===== AVAILABLE RECORDS

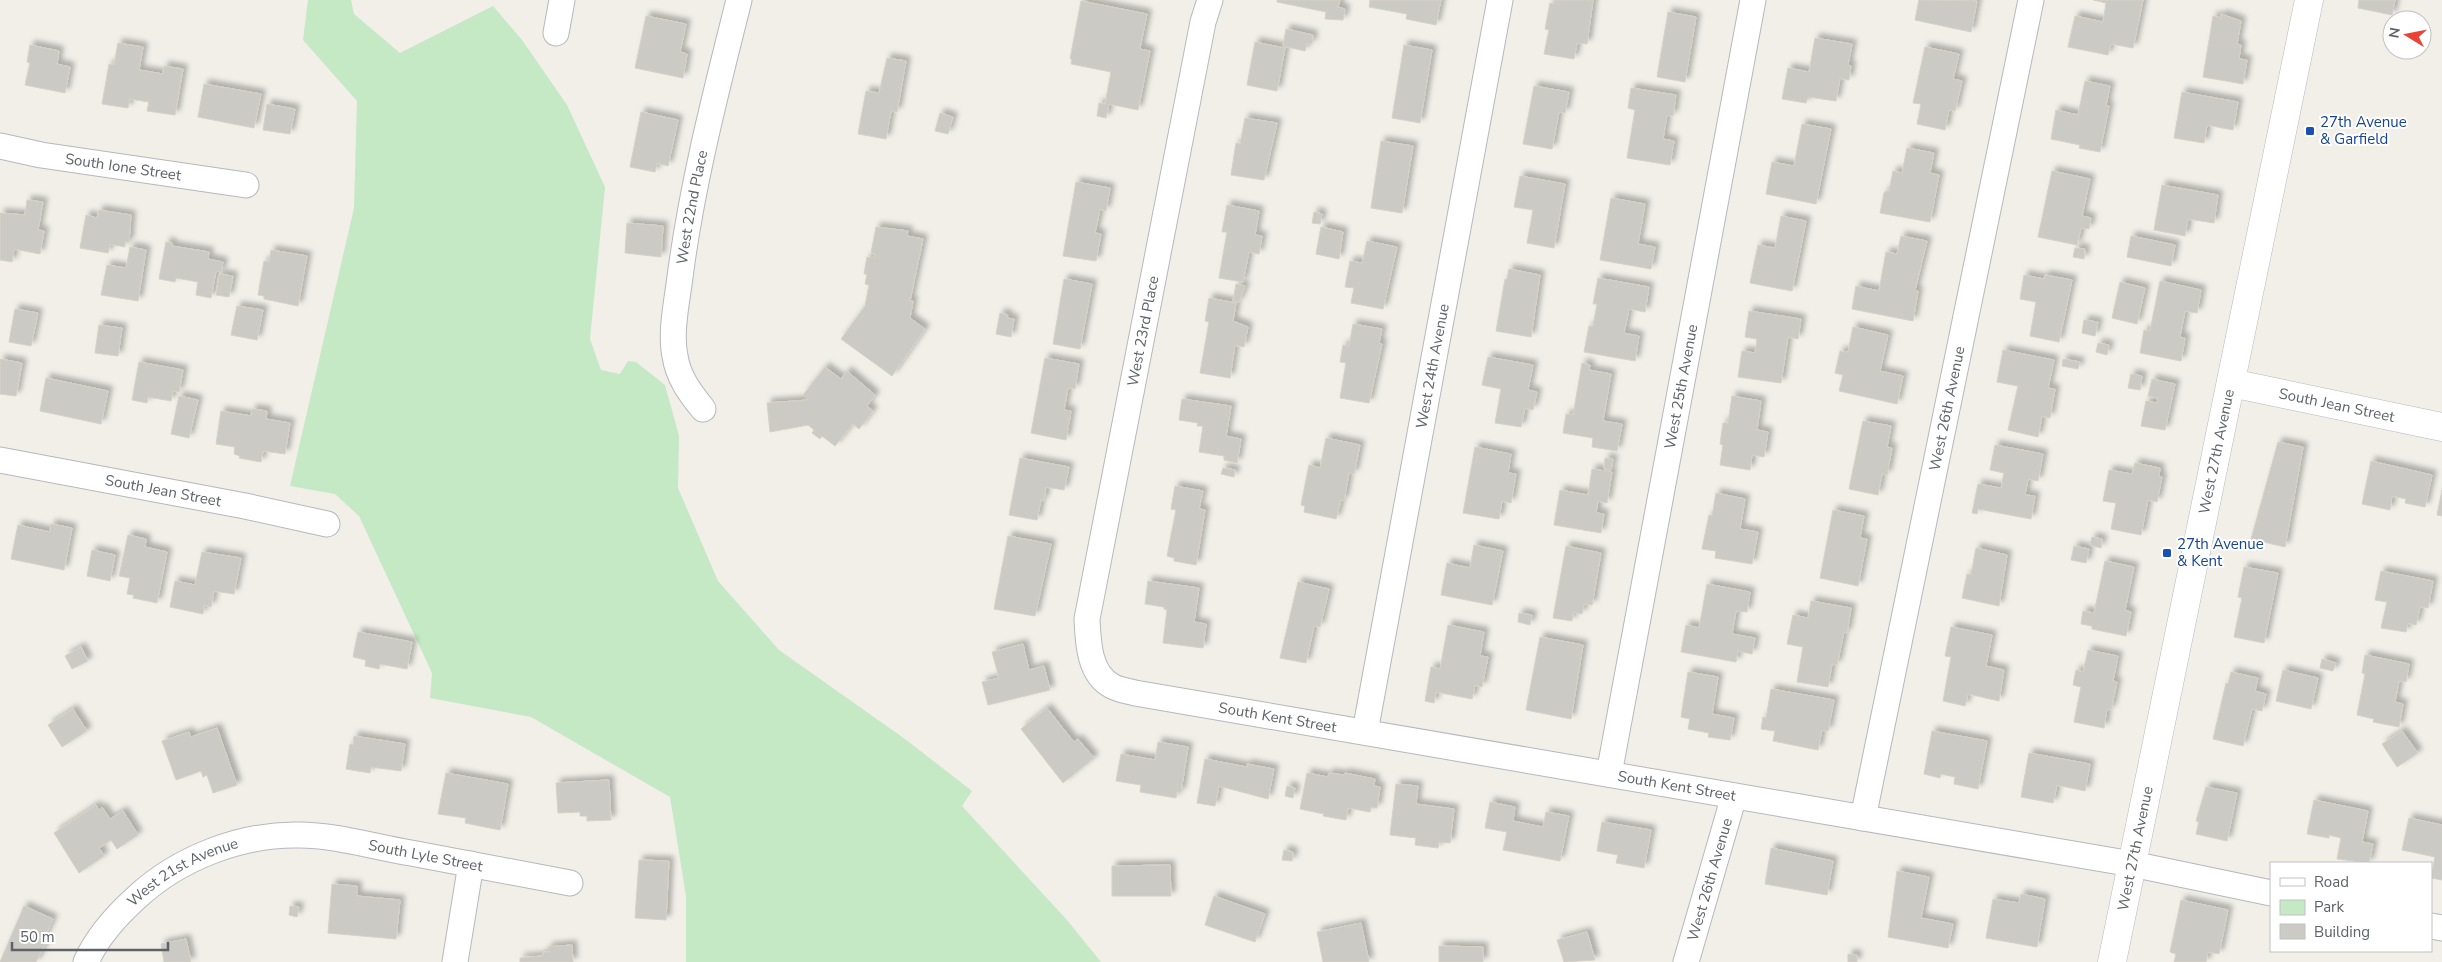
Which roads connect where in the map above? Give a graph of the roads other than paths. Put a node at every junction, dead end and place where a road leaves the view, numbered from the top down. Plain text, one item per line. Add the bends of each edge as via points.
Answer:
1 (562, 0) edge
2 (739, 0) edge
3 (1210, 0) edge
4 (1500, 0) edge
5 (1753, 0) edge
6 (2031, 0) edge
7 (2309, 0) edge
8 (556, 34) dead end
9 (0, 146) edge
10 (246, 185) dead end
11 (2231, 384) junction
12 (703, 409) dead end
13 (2442, 427) edge
14 (0, 460) edge
15 (327, 524) dead end
16 (1092, 663) joint
17 (1365, 732) junction
18 (1609, 774) junction
19 (1734, 796) junction
20 (1863, 818) junction
21 (280, 836) joint
22 (471, 864) junction
23 (2132, 864) junction
24 (570, 883) dead end
25 (2270, 893) edge
26 (86, 962) edge
27 (455, 962) edge
28 (1686, 962) edge
29 (2112, 962) edge

1 - 8 street
2 - 12 street, West 22nd Place via 706,135 684,246 675,313 674,356 686,388
3 - 16 street, West 23rd Place via 1203,22 1087,619
4 - 17 street, West 24th Avenue
5 - 18 street, West 25th Avenue
6 - 20 street, West 26th Avenue
7 - 11 main road, West 27th Avenue
9 - 10 street, South Ione Street
11 - 13 main road, South Jean Street
11 - 23 main road, West 27th Avenue
14 - 15 street, South Jean Street
16 - 17 street, South Kent Street via 1112,686 1135,693
17 - 18 street, South Kent Street
18 - 19 street, South Kent Street
19 - 20 street, South Kent Street
19 - 28 street, West 26th Avenue
20 - 23 street, South Kent Street
21 - 22 street, South Lyle Street via 313,836
21 - 26 street, West 21st Avenue via 228,845 179,867 150,885 105,930
22 - 24 street, South Lyle Street
22 - 27 street
23 - 25 street, South Kent Street
23 - 29 main road, West 27th Avenue

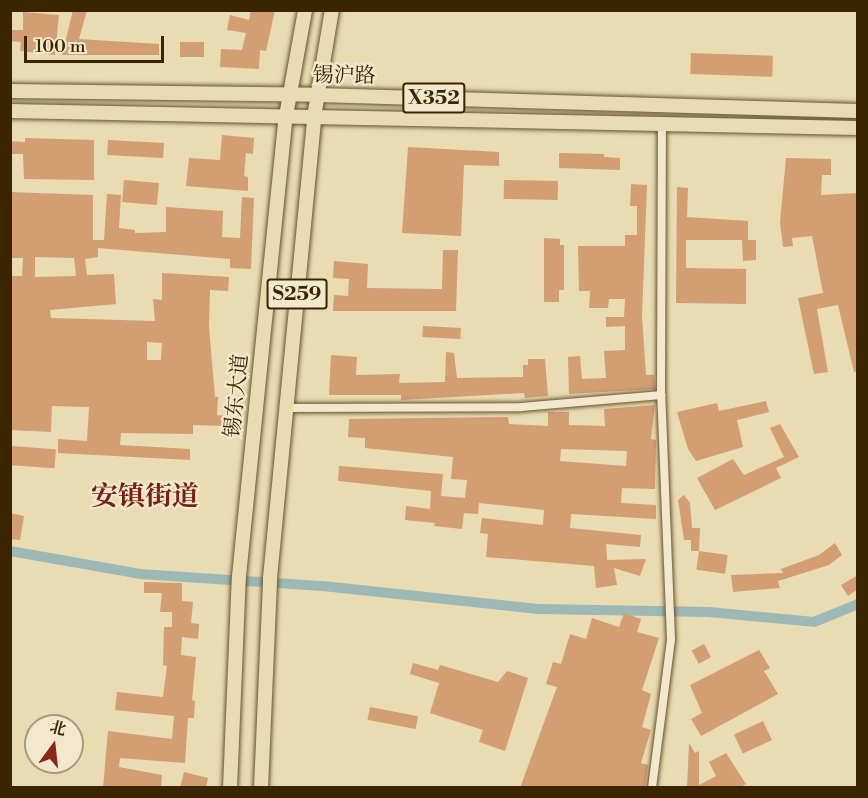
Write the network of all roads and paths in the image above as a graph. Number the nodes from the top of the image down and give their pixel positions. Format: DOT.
graph roads {
  1 [pos="305,10"];
  2 [pos="332,10"];
  3 [pos="10,91"];
  4 [pos="317,95"];
  5 [pos="290,97"];
  6 [pos="10,111"];
  7 [pos="858,111"];
  8 [pos="286,116"];
  9 [pos="314,117"];
  10 [pos="662,124"];
  11 [pos="858,128"];
  12 [pos="661,395"];
  13 [pos="286,408"];
  14 [pos="230,788"];
  15 [pos="261,788"];
  16 [pos="652,788"];
  1 -- 5 [label="main road, 锡东大道 / S259"];
  2 -- 4 [label="main road, S259"];
  3 -- 5 [label="main road, 锡沪路 / X352"];
  4 -- 5 [label="main road, 锡沪路 / X352"];
  4 -- 7 [label="main road, 锡沪路 / X352"];
  4 -- 9 [label="main road, S259"];
  5 -- 8 [label="main road, 锡东大道 / S259"];
  6 -- 8 [label="main road, 锡沪路 / X352"];
  8 -- 9 [label="main road, 锡沪路 / X352"];
  8 -- 14 [label="main road, 锡东大道 / S259"];
  9 -- 10 [label="main road, 锡沪路 / X352"];
  9 -- 13 [label="main road, S259"];
  10 -- 11 [label="main road, 锡沪路 / X352"];
  10 -- 12 [label="street"];
  12 -- 13 [label="street"];
  12 -- 16 [label="street"];
  13 -- 15 [label="main road, S259"];
}
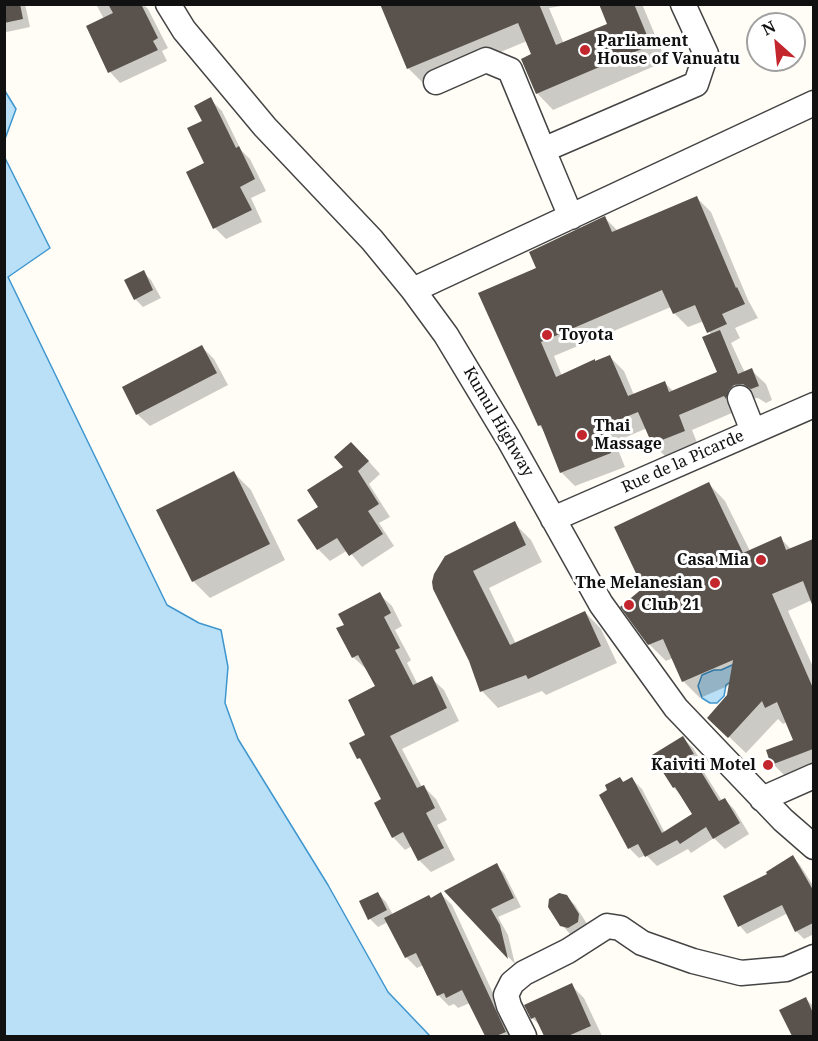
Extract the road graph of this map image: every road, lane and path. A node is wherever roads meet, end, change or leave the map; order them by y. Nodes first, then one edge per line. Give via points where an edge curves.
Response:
1 (168, 4) edge
2 (683, 4) edge
3 (436, 82) dead end
4 (813, 103) edge
5 (543, 150) junction
6 (571, 217) junction
7 (414, 290) junction
8 (740, 398) dead end
9 (813, 405) edge
10 (753, 431) junction
11 (554, 519) junction
12 (813, 776) edge
13 (762, 799) junction
14 (813, 847) edge
15 (813, 957) edge
16 (524, 1036) edge

1 - 7 street, Kumul Highway via 184,30 265,127
2 - 5 street via 706,54 696,84
3 - 5 street via 486,60 510,70
4 - 6 street
5 - 6 street
6 - 7 street
7 - 11 street, Kumul Highway via 462,361
8 - 10 street
9 - 10 street, Rue de la Picarde
10 - 11 street, Rue de la Picarde
11 - 13 street, Kumul Highway via 601,604 676,708
12 - 13 street
13 - 14 street, Kumul Highway
15 - 16 street via 786,969 741,973 693,961 642,943 620,928 607,926 512,983 506,995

==========

■ YOUR INSTRUCTIONS: The data above must be given back verbatim, minus its images.

■ OUTPUT FOR THIS TASK:
Which roads connect where in the map above? Give a graph of the roads other than paths. Put a node at every junction, dead end and place where a road leaves the view, numbered from the top down. Plain text, one item per line. Add the bends of each edge as via points.
Answer:
1 (562, 0) edge
2 (739, 0) edge
3 (1210, 0) edge
4 (1500, 0) edge
5 (1753, 0) edge
6 (2031, 0) edge
7 (2309, 0) edge
8 (556, 34) dead end
9 (0, 146) edge
10 (246, 185) dead end
11 (2231, 384) junction
12 (703, 409) dead end
13 (2442, 427) edge
14 (0, 460) edge
15 (327, 524) dead end
16 (1092, 663) joint
17 (1365, 732) junction
18 (1609, 774) junction
19 (1734, 796) junction
20 (1863, 818) junction
21 (280, 836) joint
22 (471, 864) junction
23 (2132, 864) junction
24 (570, 883) dead end
25 (2270, 893) edge
26 (86, 962) edge
27 (455, 962) edge
28 (1686, 962) edge
29 (2112, 962) edge

1 - 8 street
2 - 12 street, West 22nd Place via 706,135 684,246 675,313 674,356 686,388
3 - 16 street, West 23rd Place via 1203,22 1087,619
4 - 17 street, West 24th Avenue
5 - 18 street, West 25th Avenue
6 - 20 street, West 26th Avenue
7 - 11 main road, West 27th Avenue
9 - 10 street, South Ione Street
11 - 13 main road, South Jean Street
11 - 23 main road, West 27th Avenue
14 - 15 street, South Jean Street
16 - 17 street, South Kent Street via 1112,686 1135,693
17 - 18 street, South Kent Street
18 - 19 street, South Kent Street
19 - 20 street, South Kent Street
19 - 28 street, West 26th Avenue
20 - 23 street, South Kent Street
21 - 22 street, South Lyle Street via 313,836
21 - 26 street, West 21st Avenue via 228,845 179,867 150,885 105,930
22 - 24 street, South Lyle Street
22 - 27 street
23 - 25 street, South Kent Street
23 - 29 main road, West 27th Avenue

Write the network of all roads and paths in the image above as a graph. Number the nodes from the top of the image down and give their pixel positions. Format: DOT.
graph roads {
  1 [pos="305,10"];
  2 [pos="332,10"];
  3 [pos="10,91"];
  4 [pos="317,95"];
  5 [pos="290,97"];
  6 [pos="10,111"];
  7 [pos="858,111"];
  8 [pos="286,116"];
  9 [pos="314,117"];
  10 [pos="662,124"];
  11 [pos="858,128"];
  12 [pos="661,395"];
  13 [pos="286,408"];
  14 [pos="230,788"];
  15 [pos="261,788"];
  16 [pos="652,788"];
  1 -- 5 [label="main road, 锡东大道 / S259"];
  2 -- 4 [label="main road, S259"];
  3 -- 5 [label="main road, 锡沪路 / X352"];
  4 -- 5 [label="main road, 锡沪路 / X352"];
  4 -- 7 [label="main road, 锡沪路 / X352"];
  4 -- 9 [label="main road, S259"];
  5 -- 8 [label="main road, 锡东大道 / S259"];
  6 -- 8 [label="main road, 锡沪路 / X352"];
  8 -- 9 [label="main road, 锡沪路 / X352"];
  8 -- 14 [label="main road, 锡东大道 / S259"];
  9 -- 10 [label="main road, 锡沪路 / X352"];
  9 -- 13 [label="main road, S259"];
  10 -- 11 [label="main road, 锡沪路 / X352"];
  10 -- 12 [label="street"];
  12 -- 13 [label="street"];
  12 -- 16 [label="street"];
  13 -- 15 [label="main road, S259"];
}
Extract the road graph of this map image: every road, lane and path. A node is wherever roads meet, end, change or leave the map; order them by y. Nodes first, then one edge per line. Give via points where an edge curves.
Response:
1 (168, 4) edge
2 (683, 4) edge
3 (436, 82) dead end
4 (813, 103) edge
5 (543, 150) junction
6 (571, 217) junction
7 (414, 290) junction
8 (740, 398) dead end
9 (813, 405) edge
10 (753, 431) junction
11 (554, 519) junction
12 (813, 776) edge
13 (762, 799) junction
14 (813, 847) edge
15 (813, 957) edge
16 (524, 1036) edge

1 - 7 street, Kumul Highway via 184,30 265,127
2 - 5 street via 706,54 696,84
3 - 5 street via 486,60 510,70
4 - 6 street
5 - 6 street
6 - 7 street
7 - 11 street, Kumul Highway via 462,361
8 - 10 street
9 - 10 street, Rue de la Picarde
10 - 11 street, Rue de la Picarde
11 - 13 street, Kumul Highway via 601,604 676,708
12 - 13 street
13 - 14 street, Kumul Highway
15 - 16 street via 786,969 741,973 693,961 642,943 620,928 607,926 512,983 506,995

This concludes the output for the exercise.